Abstract

Analysis of maternal near miss events and identification of factors resulting in maternal death are vital to improve the quality of obstetric care in any given setting. This study is aimed to determine the magnitude of maternal miss and identify its determinants. A hospital-based unmatched case-control study design was used. Sixty one maternal near misses (as cases) and 122 mothers who had a normal obstetric outcome (as controls) at obstetrics and gynecology ward of Nekemte Referral Hospital were included from May 1st, 2018 to July 31st, 2018. The criteria set by the World Health Organization were used to identify maternal near miss cases.
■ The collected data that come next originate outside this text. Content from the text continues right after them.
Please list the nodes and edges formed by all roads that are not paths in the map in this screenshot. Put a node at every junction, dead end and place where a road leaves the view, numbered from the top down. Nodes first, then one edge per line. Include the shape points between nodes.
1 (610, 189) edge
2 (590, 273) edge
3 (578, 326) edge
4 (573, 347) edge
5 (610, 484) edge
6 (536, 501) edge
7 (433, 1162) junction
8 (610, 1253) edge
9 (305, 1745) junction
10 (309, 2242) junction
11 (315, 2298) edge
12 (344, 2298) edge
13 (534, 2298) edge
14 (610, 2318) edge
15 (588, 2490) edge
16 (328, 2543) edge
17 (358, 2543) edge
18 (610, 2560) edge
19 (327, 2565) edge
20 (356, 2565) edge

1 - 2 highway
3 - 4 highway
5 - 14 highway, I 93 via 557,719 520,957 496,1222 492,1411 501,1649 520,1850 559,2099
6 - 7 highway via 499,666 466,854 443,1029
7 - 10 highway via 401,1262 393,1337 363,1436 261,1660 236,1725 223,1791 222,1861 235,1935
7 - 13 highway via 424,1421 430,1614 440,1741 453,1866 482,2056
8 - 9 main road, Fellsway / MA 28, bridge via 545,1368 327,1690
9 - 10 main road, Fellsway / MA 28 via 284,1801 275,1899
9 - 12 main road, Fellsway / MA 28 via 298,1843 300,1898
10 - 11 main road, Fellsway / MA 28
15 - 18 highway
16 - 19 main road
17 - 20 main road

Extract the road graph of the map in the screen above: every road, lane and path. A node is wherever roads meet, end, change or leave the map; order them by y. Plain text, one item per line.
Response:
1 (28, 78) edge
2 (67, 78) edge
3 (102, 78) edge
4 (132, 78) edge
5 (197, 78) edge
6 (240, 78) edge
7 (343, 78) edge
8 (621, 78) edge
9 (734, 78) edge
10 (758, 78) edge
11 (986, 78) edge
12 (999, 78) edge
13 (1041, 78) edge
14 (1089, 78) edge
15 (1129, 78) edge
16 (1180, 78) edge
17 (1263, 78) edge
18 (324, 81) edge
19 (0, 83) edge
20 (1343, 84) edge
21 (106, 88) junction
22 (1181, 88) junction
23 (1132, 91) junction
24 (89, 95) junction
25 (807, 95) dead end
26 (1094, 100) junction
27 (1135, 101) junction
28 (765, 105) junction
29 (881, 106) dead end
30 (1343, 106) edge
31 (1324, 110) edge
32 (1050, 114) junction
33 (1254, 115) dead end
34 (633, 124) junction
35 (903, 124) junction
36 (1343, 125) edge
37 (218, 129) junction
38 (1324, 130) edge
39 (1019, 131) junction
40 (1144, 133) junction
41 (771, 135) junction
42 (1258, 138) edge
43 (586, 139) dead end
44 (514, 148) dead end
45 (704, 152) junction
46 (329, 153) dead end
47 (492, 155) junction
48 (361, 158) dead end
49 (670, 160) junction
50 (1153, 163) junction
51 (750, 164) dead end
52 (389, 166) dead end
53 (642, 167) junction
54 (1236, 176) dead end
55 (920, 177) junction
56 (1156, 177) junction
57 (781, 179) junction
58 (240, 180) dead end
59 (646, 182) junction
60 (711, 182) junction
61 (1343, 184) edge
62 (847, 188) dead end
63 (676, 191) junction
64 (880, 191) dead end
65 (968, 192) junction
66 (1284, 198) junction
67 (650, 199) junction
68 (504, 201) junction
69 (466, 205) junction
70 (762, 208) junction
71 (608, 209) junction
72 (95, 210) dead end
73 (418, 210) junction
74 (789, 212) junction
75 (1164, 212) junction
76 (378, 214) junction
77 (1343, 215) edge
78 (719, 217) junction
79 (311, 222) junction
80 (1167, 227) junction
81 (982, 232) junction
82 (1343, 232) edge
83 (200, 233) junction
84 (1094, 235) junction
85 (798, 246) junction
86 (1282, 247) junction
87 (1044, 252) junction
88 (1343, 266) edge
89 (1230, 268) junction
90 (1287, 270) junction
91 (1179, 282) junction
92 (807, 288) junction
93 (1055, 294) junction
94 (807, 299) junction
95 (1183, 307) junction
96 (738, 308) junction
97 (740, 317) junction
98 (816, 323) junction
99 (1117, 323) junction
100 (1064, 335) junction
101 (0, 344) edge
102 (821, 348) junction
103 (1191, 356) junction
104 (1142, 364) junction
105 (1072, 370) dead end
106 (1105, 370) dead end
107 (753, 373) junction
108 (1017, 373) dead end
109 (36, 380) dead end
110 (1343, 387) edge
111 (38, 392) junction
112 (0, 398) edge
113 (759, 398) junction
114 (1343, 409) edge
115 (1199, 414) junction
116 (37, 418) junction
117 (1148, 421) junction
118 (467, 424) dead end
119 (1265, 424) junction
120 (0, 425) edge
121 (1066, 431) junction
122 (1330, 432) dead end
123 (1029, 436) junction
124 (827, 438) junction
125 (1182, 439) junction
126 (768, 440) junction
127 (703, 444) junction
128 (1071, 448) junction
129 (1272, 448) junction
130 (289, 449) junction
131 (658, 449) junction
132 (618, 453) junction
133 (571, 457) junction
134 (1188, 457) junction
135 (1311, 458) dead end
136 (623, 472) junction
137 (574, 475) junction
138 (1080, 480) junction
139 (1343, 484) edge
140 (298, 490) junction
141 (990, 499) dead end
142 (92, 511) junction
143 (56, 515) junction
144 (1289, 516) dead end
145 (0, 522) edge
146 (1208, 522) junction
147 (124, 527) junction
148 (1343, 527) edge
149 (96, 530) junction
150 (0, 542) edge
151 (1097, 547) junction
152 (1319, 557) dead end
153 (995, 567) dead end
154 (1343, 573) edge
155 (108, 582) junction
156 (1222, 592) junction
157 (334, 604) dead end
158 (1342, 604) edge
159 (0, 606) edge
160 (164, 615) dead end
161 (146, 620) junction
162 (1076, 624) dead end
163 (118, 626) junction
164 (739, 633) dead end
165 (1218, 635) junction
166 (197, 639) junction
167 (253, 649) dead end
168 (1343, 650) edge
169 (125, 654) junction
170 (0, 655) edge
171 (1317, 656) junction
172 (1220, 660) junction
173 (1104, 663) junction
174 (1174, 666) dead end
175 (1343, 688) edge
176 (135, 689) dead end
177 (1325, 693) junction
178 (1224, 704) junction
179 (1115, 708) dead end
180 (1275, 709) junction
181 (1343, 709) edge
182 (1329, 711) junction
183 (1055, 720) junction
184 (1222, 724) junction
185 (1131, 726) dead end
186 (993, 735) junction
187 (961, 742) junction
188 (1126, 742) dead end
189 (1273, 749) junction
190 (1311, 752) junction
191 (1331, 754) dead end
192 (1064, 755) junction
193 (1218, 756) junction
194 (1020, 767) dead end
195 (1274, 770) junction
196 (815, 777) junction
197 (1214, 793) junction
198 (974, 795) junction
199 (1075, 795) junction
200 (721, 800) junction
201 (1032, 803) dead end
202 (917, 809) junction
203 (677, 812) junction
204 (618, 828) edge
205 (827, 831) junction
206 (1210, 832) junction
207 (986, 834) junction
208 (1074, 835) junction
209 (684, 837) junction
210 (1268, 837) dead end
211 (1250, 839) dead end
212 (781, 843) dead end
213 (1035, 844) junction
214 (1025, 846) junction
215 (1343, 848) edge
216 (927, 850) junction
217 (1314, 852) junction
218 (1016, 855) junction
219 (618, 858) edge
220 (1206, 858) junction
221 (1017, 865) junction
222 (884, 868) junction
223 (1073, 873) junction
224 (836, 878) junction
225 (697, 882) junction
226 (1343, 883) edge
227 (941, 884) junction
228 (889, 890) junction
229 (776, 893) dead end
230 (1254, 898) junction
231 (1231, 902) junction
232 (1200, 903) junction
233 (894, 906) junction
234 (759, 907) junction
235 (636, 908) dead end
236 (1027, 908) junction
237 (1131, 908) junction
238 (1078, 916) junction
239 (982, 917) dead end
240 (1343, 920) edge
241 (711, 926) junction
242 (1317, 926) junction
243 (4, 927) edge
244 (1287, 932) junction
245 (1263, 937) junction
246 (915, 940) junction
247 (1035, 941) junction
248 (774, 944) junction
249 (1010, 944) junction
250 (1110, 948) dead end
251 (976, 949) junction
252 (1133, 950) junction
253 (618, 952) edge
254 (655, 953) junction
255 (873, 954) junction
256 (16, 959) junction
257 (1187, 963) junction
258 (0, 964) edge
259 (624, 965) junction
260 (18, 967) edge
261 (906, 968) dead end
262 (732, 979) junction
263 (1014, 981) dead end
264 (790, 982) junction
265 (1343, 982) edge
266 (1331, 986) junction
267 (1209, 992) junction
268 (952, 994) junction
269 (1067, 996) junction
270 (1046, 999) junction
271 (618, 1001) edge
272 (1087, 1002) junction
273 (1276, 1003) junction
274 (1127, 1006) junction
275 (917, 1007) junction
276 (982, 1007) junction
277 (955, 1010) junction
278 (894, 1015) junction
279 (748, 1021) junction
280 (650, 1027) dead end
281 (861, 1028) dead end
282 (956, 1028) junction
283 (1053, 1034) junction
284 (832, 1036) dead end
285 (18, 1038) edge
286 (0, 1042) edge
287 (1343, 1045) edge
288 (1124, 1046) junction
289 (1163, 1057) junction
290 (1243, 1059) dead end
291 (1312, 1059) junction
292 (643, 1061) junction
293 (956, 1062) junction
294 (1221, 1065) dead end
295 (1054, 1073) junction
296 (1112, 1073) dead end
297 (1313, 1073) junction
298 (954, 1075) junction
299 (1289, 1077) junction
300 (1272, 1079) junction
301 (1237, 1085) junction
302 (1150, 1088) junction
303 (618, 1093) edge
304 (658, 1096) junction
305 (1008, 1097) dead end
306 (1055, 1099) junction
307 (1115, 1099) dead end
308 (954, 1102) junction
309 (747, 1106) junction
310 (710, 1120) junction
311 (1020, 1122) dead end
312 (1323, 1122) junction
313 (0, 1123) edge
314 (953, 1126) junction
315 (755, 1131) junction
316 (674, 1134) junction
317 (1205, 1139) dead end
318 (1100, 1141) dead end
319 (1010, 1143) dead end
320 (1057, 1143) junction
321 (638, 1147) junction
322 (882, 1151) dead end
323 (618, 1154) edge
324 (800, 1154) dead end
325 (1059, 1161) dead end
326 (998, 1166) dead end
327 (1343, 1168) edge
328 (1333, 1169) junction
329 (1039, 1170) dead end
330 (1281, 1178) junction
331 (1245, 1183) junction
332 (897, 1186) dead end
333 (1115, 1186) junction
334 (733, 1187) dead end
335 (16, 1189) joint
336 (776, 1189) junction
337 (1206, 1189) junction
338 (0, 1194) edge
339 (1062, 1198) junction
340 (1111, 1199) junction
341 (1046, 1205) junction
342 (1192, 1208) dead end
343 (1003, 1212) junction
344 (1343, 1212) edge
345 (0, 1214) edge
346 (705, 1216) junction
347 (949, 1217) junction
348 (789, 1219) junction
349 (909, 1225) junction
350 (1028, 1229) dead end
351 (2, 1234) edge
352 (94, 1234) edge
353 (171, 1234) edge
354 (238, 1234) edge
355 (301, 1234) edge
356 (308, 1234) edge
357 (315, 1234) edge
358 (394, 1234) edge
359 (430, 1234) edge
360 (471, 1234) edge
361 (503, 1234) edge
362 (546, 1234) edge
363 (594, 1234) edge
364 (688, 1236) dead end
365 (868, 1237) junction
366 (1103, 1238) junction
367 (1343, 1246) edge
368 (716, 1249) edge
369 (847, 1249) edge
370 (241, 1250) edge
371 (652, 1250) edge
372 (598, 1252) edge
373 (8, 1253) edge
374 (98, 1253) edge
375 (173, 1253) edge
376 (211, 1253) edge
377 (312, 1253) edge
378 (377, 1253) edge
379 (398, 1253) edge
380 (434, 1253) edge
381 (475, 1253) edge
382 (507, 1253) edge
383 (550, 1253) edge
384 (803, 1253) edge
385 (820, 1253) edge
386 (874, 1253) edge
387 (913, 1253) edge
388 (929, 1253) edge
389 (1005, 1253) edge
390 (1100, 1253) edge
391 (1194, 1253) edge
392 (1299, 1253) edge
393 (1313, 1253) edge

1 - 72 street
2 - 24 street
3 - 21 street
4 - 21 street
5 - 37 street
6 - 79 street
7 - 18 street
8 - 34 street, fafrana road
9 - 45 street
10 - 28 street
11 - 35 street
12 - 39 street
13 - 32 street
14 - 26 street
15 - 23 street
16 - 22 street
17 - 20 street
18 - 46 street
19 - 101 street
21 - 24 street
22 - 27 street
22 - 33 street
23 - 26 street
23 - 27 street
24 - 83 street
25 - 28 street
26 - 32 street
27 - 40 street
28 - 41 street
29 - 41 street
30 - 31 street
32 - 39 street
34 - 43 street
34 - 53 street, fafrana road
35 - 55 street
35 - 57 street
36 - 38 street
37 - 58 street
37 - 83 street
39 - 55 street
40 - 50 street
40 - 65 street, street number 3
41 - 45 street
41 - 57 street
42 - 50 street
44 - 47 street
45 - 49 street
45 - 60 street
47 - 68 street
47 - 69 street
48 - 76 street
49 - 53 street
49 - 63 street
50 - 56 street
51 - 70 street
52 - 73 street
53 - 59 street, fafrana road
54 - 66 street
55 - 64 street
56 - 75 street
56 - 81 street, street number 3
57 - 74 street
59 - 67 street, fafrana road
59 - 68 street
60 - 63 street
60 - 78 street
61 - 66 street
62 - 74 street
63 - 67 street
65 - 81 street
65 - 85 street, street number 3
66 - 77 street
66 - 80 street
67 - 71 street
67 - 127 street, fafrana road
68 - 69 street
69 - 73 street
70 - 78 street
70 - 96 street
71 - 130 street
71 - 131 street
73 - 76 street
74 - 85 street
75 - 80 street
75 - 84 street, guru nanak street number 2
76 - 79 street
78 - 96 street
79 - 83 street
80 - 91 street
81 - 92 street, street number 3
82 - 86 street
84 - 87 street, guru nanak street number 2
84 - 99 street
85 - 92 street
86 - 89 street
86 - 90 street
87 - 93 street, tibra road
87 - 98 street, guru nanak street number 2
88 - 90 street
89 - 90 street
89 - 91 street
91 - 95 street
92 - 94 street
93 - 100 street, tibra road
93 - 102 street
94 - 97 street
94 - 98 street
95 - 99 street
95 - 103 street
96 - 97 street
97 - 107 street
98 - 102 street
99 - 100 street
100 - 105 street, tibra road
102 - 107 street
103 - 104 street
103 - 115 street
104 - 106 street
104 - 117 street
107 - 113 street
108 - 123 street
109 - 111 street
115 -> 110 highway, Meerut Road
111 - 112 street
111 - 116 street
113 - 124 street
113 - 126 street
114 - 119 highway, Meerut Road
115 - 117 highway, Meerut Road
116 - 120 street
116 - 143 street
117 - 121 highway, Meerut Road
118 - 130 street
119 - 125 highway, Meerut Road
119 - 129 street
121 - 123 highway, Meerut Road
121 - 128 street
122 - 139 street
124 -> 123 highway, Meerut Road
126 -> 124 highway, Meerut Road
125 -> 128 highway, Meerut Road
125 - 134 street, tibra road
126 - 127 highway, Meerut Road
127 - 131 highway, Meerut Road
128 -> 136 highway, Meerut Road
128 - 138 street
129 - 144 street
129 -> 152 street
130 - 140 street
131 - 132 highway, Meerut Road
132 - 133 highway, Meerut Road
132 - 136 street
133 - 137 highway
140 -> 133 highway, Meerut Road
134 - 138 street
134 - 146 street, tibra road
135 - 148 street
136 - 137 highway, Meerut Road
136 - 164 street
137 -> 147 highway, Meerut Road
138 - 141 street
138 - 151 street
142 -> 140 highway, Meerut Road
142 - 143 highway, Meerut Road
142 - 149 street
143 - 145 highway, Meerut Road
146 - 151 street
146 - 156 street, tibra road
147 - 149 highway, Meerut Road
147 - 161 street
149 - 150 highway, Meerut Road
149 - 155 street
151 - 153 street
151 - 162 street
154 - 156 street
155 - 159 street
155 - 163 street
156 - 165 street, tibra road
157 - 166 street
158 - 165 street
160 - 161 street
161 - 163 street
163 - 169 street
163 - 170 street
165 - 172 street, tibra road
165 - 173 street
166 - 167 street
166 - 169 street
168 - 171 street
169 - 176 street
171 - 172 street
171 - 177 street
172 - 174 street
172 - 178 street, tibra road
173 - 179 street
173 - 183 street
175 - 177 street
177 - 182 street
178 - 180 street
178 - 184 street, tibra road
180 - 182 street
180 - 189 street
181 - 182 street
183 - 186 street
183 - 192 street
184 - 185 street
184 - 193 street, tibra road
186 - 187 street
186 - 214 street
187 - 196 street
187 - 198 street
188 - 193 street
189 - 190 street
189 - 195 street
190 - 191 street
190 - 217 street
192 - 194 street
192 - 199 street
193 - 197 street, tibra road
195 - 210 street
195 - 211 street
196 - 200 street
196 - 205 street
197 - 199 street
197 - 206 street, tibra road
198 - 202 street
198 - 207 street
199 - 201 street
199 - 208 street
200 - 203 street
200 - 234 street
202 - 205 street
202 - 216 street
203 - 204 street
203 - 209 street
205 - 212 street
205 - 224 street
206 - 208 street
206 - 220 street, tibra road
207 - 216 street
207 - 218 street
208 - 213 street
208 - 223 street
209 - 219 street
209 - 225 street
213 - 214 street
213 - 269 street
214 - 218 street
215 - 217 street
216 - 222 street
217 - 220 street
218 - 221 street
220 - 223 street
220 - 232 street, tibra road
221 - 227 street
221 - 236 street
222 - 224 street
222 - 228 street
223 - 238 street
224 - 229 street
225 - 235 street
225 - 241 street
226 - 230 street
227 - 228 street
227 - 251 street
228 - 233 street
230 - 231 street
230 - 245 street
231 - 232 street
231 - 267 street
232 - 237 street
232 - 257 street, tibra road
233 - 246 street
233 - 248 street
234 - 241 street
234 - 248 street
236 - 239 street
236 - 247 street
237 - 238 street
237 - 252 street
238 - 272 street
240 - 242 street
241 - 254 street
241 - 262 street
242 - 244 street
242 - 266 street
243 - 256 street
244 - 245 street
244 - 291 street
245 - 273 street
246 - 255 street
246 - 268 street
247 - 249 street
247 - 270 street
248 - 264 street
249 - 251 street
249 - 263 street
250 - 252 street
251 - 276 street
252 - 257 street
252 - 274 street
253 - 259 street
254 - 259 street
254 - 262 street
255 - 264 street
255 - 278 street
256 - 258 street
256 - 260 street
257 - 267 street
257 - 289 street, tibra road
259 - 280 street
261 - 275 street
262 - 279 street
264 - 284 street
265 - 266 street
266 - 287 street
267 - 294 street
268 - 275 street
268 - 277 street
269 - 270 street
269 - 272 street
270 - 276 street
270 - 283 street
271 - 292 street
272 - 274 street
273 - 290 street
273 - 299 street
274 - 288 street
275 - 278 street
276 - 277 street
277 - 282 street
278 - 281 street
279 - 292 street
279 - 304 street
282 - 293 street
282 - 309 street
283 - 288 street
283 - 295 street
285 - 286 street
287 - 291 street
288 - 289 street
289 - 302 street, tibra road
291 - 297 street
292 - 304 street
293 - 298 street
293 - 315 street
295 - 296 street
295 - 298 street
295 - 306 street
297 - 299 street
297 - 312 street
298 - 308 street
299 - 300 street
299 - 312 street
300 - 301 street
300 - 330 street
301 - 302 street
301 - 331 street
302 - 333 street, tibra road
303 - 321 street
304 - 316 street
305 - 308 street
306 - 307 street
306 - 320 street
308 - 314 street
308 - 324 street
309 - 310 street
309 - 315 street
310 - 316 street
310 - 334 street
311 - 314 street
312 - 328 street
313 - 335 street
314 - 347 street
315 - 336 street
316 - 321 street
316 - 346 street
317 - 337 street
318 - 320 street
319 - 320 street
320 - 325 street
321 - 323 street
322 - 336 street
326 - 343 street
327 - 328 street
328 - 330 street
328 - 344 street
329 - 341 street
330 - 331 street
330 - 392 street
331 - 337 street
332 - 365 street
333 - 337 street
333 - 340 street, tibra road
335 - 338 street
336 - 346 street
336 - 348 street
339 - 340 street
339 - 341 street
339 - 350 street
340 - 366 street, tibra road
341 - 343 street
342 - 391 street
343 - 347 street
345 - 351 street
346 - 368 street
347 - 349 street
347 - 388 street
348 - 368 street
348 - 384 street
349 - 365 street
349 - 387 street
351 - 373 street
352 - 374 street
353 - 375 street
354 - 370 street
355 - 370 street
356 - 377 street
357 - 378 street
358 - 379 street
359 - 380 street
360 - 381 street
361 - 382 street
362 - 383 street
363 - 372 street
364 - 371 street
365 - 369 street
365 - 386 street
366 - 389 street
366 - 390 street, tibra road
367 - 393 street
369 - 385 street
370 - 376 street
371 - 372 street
The data were collected via face-to-face interviews using pretested structured questionnaires and analyzed using SPSS version 22. For every case, two controls were recruited. Descriptive statistics and logistic regressions were used. A 95% CI and p-value of <0.05 were considered to be statistically significant. The magnitude of maternal near miss was 4.97%. Factors including multigravidity (AOR= 3.84, 95% CI: 1.23-11.91), lack of antenatal care (AOR=6.02, 95% CI: 1.55-23.28), delays in accessing health facility (AOR=12, 95% CI: 2.55-56.57) and induction of labor (AOR =9.4, 95% CI: 2.97-29.71) were strongly associated with maternal near miss. Hypertension during pregnancy (40.9%) and obstetric hemorrhage (39.3%) were identified as the major causes of maternal near miss. The magnitude of maternal near miss was high but lower compared to magnitude in other parts of Ethiopia, and numerous preventable determinant factors were identified.